## EXERCISE DIRECTIONS
What follows is a set of records; give them all back exactly.

## GIVEN INFORMATION
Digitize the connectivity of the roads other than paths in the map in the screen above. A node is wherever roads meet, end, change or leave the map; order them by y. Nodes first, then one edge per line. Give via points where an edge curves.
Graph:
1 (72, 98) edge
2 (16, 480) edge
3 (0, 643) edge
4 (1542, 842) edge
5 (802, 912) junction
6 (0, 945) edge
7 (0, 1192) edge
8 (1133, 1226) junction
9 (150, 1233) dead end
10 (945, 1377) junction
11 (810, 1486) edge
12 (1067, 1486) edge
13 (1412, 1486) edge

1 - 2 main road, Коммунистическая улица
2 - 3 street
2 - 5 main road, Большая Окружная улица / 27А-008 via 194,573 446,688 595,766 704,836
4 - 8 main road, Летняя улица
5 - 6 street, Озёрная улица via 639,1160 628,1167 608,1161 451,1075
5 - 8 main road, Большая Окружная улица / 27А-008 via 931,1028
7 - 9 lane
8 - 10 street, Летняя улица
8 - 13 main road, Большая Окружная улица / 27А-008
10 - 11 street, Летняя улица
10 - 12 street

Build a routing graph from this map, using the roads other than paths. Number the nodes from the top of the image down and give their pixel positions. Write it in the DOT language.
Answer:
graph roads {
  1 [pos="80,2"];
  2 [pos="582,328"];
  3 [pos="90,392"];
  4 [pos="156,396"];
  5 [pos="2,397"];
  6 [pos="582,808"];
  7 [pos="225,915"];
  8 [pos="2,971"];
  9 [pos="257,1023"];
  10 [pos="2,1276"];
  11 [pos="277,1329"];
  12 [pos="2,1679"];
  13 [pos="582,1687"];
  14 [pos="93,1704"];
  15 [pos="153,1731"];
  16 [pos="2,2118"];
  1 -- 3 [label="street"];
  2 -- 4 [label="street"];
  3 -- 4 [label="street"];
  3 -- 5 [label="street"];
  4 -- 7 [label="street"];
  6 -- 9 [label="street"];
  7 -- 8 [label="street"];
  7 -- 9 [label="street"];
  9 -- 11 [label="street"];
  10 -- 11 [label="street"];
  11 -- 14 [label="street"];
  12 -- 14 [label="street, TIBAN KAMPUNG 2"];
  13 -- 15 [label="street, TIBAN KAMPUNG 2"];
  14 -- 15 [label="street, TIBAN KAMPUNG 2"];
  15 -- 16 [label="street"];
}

## EXERCISE ANSWER
Digitize the connectivity of the roads other than paths in the map in the screen above. A node is wherever roads meet, end, change or leave the map; order them by y. Nodes first, then one edge per line. Give via points where an edge curves.
Graph:
1 (72, 98) edge
2 (16, 480) edge
3 (0, 643) edge
4 (1542, 842) edge
5 (802, 912) junction
6 (0, 945) edge
7 (0, 1192) edge
8 (1133, 1226) junction
9 (150, 1233) dead end
10 (945, 1377) junction
11 (810, 1486) edge
12 (1067, 1486) edge
13 (1412, 1486) edge

1 - 2 main road, Коммунистическая улица
2 - 3 street
2 - 5 main road, Большая Окружная улица / 27А-008 via 194,573 446,688 595,766 704,836
4 - 8 main road, Летняя улица
5 - 6 street, Озёрная улица via 639,1160 628,1167 608,1161 451,1075
5 - 8 main road, Большая Окружная улица / 27А-008 via 931,1028
7 - 9 lane
8 - 10 street, Летняя улица
8 - 13 main road, Большая Окружная улица / 27А-008
10 - 11 street, Летняя улица
10 - 12 street

Build a routing graph from this map, using the roads other than paths. Number the nodes from the top of the image down and give their pixel positions. Write it in the DOT language.
Answer:
graph roads {
  1 [pos="80,2"];
  2 [pos="582,328"];
  3 [pos="90,392"];
  4 [pos="156,396"];
  5 [pos="2,397"];
  6 [pos="582,808"];
  7 [pos="225,915"];
  8 [pos="2,971"];
  9 [pos="257,1023"];
  10 [pos="2,1276"];
  11 [pos="277,1329"];
  12 [pos="2,1679"];
  13 [pos="582,1687"];
  14 [pos="93,1704"];
  15 [pos="153,1731"];
  16 [pos="2,2118"];
  1 -- 3 [label="street"];
  2 -- 4 [label="street"];
  3 -- 4 [label="street"];
  3 -- 5 [label="street"];
  4 -- 7 [label="street"];
  6 -- 9 [label="street"];
  7 -- 8 [label="street"];
  7 -- 9 [label="street"];
  9 -- 11 [label="street"];
  10 -- 11 [label="street"];
  11 -- 14 [label="street"];
  12 -- 14 [label="street, TIBAN KAMPUNG 2"];
  13 -- 15 [label="street, TIBAN KAMPUNG 2"];
  14 -- 15 [label="street, TIBAN KAMPUNG 2"];
  15 -- 16 [label="street"];
}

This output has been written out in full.